Le directeur des Pèlerinages de Pénitence

Les pèlerinages à Jérusalem dépendent du Conseil général des pèlerinages, qui, lui-même est une émanation de l’Association Notre-Dame de Salut fondée en 1872. Dans la réalité, l’organisation des pèlerinages en Terre Sainte est l’affaire de quelques hommes et l’Association Notre-Dame de Salut est peu en rapport avec les organisateurs.

Les assomptionnistes, dès la première caravane, ont mis en place une organisation très précise avec un directeur, un sous-directeur, des chefs de groupes et un comité des pèlerinages où les assomptionnistes sont omniprésents. M. de Lacroix, M. Tardif de Moidrey ou le Comte de Piellat sont les laïcs les plus impliqués dans cette organisation.

En 1883, Vincent de Paul Bailly est directeur du pèlerinage, ce qui sera le cas pour tous ceux auxquels il participe. Il est secondé par un sous-directeur, M. de Lacroix, qui prend part à l’organisation de la caravane des mille et récidive l’année suivante 516 . Sur place, comme nous l’avons mentionné, le Comte de Piellat organise la venue des pèlerins.

Son rôle de directeur de la caravane est d’abord en amont du pèlerinage, avec la préparation, la promotion, le lancement des souscriptions… cela lui est d’autant plus facile, qu’il assure depuis 1877, la direction du Pèlerin et qu’il en est de même pour La Croix, à son retour de la IIe caravane.

Une fois l’embarquement effectué à Marseille, il entame une pénitence autre que religieuse : supporter les mauvais caractères, répondre aux multiples sollicitations, arranger les problèmes d’organisation, de transport… Il est également le représentant du pèlerinage auprès des autorités religieuses (le pape, le patriarche ou le custode) ; et des autorités politiques (le consul de France ou le gouverneur de Jérusalem). Il a aussi le devoir de régler les problèmes délicats tels que la mort d’un pèlerin ou d’une pèlerine. C’est le cas en 1884 avec la noyade de l’abbé Bertrand, curé de Thibévilliers, qui, malgré les injonctions des autres pèlerins, veut se baigner dans le Jourdain ce qui lui est fatal. En 1888, c’est une demoiselle anglaise qui endeuille le pèlerinage. Le R.P. Bailly, dans une lettre au consul d’Angleterre à Beyrouth démontre qu’elle a certainement quelques problèmes : « Miss Dowson qui était un peu bizarre, soit naturellement, soit par suite des fatigues de son voyage, voulait toujours rester en arrière de la caravane, dans la course de Nazareth à Tibériade, elle semblait mécontente de tous (…) Le dimanche soir 29 avril vers 11 heures, elle sortit de la tente où elle était avec plusieurs dames, disant qu’elle ne voulait pas coucher là. (…) Au moment de partir, le matin 30, elle manquait à l’appel. (…) Nous sommes partis en chargeant la police et le couvent de continuer les recherches et de renvoyer cette dame à Nazareth ; plusieurs pensaient qu’elle avait voulu partir seule en avant. (…) Ce n’est que plusieurs jours après que nous avons appris par les sœurs de St Joseph qui réclamaient des nouvelles que le corps avait été retrouvé au lac.

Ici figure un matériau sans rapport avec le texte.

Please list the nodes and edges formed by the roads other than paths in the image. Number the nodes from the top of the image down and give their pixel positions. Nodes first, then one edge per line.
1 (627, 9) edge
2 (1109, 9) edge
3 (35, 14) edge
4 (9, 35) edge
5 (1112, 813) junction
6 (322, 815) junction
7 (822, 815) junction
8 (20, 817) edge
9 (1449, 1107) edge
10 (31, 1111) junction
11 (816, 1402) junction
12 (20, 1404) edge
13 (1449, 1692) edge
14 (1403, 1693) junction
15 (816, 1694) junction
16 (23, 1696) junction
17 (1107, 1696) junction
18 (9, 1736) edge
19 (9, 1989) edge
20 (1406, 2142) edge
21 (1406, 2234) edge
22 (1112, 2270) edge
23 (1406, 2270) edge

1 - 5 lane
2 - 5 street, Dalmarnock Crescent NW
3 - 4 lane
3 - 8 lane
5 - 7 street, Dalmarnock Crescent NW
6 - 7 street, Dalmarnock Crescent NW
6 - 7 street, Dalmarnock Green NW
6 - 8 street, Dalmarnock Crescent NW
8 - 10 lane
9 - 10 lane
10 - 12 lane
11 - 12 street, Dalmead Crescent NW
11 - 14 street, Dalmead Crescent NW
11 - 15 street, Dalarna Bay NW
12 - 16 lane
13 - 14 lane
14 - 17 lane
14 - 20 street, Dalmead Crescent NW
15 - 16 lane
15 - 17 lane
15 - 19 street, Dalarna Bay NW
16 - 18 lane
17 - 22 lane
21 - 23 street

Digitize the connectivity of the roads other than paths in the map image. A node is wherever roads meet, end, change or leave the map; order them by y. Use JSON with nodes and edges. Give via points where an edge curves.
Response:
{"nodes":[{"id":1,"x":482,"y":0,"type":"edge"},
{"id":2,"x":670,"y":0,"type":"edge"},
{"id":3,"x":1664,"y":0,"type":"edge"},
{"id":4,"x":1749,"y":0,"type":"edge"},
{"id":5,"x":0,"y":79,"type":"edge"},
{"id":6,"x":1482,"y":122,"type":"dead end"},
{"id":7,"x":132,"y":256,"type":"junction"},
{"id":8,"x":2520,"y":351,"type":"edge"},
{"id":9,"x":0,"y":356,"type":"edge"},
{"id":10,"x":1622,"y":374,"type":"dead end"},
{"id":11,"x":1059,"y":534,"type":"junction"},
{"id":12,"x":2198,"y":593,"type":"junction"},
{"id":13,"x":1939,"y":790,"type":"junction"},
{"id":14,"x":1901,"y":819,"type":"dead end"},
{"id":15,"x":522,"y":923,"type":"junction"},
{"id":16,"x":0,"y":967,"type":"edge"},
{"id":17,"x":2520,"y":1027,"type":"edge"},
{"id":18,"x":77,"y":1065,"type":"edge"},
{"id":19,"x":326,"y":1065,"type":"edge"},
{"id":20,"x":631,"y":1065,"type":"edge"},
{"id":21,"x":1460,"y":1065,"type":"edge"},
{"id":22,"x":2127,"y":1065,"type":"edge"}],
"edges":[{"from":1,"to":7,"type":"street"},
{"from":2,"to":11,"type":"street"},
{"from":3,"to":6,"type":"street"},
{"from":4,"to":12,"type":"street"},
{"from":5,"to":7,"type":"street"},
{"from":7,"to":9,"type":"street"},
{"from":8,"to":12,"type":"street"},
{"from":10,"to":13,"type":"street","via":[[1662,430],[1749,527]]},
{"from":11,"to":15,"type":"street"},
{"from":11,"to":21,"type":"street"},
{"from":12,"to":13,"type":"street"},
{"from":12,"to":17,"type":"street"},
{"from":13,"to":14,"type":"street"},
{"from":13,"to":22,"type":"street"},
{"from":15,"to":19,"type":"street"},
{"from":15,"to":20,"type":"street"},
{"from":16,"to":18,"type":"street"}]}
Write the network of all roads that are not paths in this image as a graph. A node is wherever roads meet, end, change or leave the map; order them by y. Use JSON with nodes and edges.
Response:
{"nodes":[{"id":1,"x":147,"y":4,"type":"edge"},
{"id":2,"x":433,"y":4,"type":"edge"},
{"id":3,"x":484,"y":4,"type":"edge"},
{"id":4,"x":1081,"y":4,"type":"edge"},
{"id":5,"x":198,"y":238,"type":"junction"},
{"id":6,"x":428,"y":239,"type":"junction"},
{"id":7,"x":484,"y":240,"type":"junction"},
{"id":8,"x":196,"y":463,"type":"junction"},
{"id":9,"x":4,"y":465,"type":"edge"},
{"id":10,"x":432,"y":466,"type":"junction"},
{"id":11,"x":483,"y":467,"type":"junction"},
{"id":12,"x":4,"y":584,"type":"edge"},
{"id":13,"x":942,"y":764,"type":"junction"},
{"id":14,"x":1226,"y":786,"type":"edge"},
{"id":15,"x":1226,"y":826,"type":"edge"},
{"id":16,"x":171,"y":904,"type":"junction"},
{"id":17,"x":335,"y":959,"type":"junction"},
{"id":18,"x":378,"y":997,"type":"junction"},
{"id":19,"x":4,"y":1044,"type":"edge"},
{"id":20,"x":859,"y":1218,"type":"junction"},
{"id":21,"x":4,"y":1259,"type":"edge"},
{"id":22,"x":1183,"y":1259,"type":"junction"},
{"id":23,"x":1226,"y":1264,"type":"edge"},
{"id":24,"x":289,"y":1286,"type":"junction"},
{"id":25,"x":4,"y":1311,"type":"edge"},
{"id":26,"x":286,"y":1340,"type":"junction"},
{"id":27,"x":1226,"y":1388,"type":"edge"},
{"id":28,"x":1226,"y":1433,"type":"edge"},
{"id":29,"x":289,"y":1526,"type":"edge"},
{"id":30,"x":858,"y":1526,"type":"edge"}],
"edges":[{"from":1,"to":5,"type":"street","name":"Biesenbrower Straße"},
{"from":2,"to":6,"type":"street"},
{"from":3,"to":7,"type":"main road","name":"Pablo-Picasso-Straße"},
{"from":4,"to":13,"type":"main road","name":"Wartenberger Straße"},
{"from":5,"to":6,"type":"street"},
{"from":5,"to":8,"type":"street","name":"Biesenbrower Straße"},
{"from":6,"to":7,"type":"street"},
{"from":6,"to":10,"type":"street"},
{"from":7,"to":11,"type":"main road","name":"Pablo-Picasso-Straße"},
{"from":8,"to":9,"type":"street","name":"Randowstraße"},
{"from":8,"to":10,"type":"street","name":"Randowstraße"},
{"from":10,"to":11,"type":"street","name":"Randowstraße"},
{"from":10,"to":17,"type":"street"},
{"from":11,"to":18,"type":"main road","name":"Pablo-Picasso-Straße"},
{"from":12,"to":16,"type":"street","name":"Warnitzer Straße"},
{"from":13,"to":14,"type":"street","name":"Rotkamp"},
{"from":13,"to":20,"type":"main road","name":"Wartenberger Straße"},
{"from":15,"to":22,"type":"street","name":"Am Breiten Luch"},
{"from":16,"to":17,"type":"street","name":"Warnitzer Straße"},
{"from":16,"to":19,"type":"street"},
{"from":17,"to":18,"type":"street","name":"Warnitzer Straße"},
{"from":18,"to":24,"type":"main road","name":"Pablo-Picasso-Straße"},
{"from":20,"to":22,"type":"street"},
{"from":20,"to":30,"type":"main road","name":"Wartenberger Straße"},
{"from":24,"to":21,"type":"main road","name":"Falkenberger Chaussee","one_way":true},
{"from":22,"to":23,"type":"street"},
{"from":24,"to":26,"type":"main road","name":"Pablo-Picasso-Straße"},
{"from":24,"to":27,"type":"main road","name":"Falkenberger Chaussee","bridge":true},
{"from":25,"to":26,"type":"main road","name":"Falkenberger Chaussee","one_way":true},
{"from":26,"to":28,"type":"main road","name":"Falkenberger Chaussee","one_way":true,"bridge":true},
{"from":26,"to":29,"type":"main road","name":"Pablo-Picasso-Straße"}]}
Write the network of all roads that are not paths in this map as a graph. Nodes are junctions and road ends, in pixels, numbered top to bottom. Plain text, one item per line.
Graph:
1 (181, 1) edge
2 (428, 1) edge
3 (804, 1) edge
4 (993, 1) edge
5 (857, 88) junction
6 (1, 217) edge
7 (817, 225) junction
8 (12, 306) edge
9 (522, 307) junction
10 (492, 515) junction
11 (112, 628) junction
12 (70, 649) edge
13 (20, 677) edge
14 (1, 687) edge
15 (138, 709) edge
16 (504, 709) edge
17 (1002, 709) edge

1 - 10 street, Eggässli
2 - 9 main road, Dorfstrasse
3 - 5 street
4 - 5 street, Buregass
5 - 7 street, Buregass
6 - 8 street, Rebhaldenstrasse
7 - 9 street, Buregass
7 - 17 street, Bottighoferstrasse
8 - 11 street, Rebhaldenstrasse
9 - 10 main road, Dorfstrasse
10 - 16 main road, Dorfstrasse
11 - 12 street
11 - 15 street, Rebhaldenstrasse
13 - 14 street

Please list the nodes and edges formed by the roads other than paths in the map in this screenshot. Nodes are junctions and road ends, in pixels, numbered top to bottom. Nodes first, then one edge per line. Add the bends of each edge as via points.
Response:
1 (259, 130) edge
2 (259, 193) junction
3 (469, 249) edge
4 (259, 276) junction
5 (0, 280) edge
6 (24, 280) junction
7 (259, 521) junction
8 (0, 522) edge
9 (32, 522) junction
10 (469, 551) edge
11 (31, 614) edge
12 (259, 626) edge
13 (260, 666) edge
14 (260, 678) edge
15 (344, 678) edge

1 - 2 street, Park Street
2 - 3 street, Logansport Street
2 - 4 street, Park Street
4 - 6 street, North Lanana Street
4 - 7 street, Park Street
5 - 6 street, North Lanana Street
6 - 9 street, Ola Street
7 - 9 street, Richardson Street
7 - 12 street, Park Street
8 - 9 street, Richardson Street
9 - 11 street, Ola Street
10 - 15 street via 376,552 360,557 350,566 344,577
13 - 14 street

Tous les compagnons de voyage de l’infortunée Miss Dowson s’accordent à croire que l’état d’esprit de la victime est la cause du malheur » 517 .

Le Père Bailly résume ainsi son pèlerinage de 1883, mais qui semble valable pour tous : « Nous avons un admirable pèlerinage au milieu d’une contrariété perpétuelle de détails » 518 .

L’installation sur place d’assomptionnistes avec la création de Notre-Dame de France permettra au Père Bailly de se concentrer sur l’aspect religieux et la direction spirituelle du pèlerinage, laissant à d’autres l’aspect matériel.

Notes
516.

C’est son dernier pèlerinage puisqu’il meurt l’année suivante. Il est blessé durant la IIe caravane suite à une chute de cheval à Jaffa. Il est obligé de rester près de trois mois à l’hôpital Saint-Louis, soigné par le médecin Sabadini et certainement choyé par les Sœurs de St Joseph !

517.

MAE, Nantes, Jérusalem, A, 122/124, Lettre de Vincent de Paul Bailly au consul d’Angleterre à Beyrouth, le 14 mai 1888.

518.

Vincent de Paul Bailly, Lettres, au Père Picard, le 28 mars 1883, AAV, tome IX, n°2367.